Search code examples
mysqlwordnet

Princeton Wordnet database - two different synset identifiers?


I am trying to make sense of the different identifiers in the Princeton Wordnet database. I am using version 3.1. You can read about the structure here but my focus is on the synsets table.

The Synset Table The synsets table is one of the most important tables in the database. It is responsible for housing all the definitions within WordNet. Each row in the synset table has a synsetid, a definition, a pos (parts of speech field) and a lexdomainid (which links to the lexdomain table) There are 117373 synsets in the WordNet Database.

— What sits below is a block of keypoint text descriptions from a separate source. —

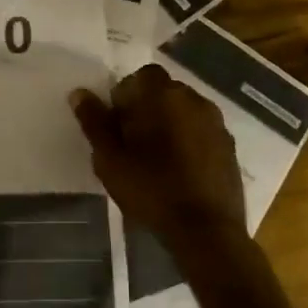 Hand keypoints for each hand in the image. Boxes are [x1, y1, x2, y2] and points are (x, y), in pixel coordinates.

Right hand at [71, 65, 249, 255]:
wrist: (206, 230)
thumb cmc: (151, 189)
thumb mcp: (110, 159)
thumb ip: (95, 122)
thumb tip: (79, 93)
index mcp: (162, 95)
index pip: (139, 77)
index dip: (125, 97)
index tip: (117, 126)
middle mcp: (193, 99)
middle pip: (163, 91)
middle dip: (146, 109)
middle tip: (131, 143)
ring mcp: (216, 123)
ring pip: (184, 111)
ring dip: (168, 124)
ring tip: (155, 159)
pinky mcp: (229, 146)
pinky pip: (201, 131)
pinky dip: (188, 141)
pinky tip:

When I search for the word joy in my senses table, I see that there are four different results (2 nouns and 2 vebs). From there, I can identify the sense/meaning that I am looking for, which is the one that corresponds to the meaning:

"the emotion of great happiness"

So I have now found the result that I am looking for. The synset id of this result is 107542591 and I can search this id to find other words with the same sense/meaning.

Screenshot of synset id

However, when I use some online versions of Wordnet and I search for words in the synset "the emotion of great happiness", I see a different type of identifier. This identifier is 07527352-n.

For example, you can see it at the top-left corner of this site. On that same site, in the address bar you'll see that identifier is referred to as the synset id: &synset=07527352-n.

I would like to know how to retrieve the second type of identifier for a given synset. I've read through the documentation here and searched through the raw data files, but I cannot figure it out.

Thank you!


Solution

  • There are two things going on.

    First, MySQL does not like ids starting with a 0, so they start with 1. (Specifically, nouns get a 1 prefix, verbs 2, adjectives 3, and adverbs get a 4 prefix: see WordNet identifiers section at http://wordnet-rdf.princeton.edu/ )

    Second, 07542591 is from WordNet 3.1 (I've checked both the raw WordNet files, and the SQL files, and they both use this).

    "07527352" is from an older version of WordNet. In the case of Chinese WordNet I believe they use WordNet 3.0. http://compling.hss.ntu.edu.sg/cow/

    Additional: https://stackoverflow.com/a/33348009/841830 has more information. Strangely, I've not been able to track a simple 3.0 to 3.1 conversion table yet... but I'm sure I've seen one.